Do you think you could press the wrappers into the cups of a small muffin tin and bake that way or would they puff?  IF they puffed, could you use beans like blind baking a crust?  
Mish, this sounds perfect for a party we are having tomorrow night but the thought of rolling and baking horns is killing me ...


----------



## mish (Dec 5, 2005)

licia said:
			
		

> Mish, why are they called noisemakers?


 
Party favors for a New Years' Eve celebration.  When you blow into them, they TOOT i.e. make noise.  (Mud, BT  I knew I could count on you two to razz me.)


----------



## mish (Dec 5, 2005)

buckytom said:
			
		

> because mish complains very loudly when someone asks her to make such a darn complicated dish? :>)
> 
> i guess they look like megaphones.
> 
> actually, i think a metal cannoli form might work for this as well.


 
 

BT, great idea! I will see if I can find a cannoli form for this appy I saw (chicken cornucopia wrap), and maybe use biscuit dough? and fill them w lobster, shrimp, chicken or crab salad - or a cannoli cream filling. I've never made cannoli, but there are some ideas I would like to try from recipes I've looked at -- dipping the edges into pistachio nuts or coffee granules and freezing? Whaddaya think?

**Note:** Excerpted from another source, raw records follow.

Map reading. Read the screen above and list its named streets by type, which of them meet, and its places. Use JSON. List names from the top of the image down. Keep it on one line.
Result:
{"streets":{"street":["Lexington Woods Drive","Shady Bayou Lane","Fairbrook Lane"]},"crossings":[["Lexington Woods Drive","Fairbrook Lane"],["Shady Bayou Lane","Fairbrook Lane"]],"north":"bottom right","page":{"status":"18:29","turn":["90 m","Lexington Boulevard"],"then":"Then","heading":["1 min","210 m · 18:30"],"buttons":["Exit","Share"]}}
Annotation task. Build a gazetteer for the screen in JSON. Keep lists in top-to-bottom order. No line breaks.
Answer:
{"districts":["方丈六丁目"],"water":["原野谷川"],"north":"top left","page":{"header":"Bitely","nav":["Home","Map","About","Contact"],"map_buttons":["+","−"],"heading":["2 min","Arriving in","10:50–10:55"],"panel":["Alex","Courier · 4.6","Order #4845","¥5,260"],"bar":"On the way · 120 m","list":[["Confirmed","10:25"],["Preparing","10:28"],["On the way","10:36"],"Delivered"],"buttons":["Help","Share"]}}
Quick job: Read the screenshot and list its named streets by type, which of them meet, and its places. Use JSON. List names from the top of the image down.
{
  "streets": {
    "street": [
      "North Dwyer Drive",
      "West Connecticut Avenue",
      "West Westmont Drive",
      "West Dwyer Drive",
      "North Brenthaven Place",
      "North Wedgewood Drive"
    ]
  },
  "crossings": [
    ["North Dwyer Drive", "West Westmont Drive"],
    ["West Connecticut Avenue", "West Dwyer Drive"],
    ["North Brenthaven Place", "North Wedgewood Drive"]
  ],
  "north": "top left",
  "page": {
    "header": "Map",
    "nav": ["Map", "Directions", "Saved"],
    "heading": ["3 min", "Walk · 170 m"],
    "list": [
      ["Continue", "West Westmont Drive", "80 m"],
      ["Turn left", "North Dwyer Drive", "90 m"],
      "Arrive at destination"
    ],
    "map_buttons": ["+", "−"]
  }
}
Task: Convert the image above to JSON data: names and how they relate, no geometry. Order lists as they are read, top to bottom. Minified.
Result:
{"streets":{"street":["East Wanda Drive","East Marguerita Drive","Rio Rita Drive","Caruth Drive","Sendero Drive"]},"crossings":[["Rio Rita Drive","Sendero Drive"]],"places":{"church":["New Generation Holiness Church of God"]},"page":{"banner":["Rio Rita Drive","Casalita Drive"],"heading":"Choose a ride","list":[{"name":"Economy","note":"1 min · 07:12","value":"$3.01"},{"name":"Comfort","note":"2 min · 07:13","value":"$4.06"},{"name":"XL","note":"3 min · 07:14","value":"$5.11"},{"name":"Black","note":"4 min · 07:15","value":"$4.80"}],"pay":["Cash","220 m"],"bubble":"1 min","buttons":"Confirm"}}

http://imageshack.us/?x=my6&myref=http://imageshack.us/


----------



## mish (Dec 5, 2005)

JMediger said:
			
		

> Do you think you could press the wrappers into the cups of a small muffin tin and bake that way or would they puff? Mish, this sounds perfect for a party we are having tomorrow night but the thought of rolling and baking horns is killing me ...


 
I would give it a try with the wrappers in muffin tins. Spray the tins and skins a bit w cooking spray.

pds, you can make the wrappers ahead, let them cool and put them in zip locks, and fill with anything you can think of.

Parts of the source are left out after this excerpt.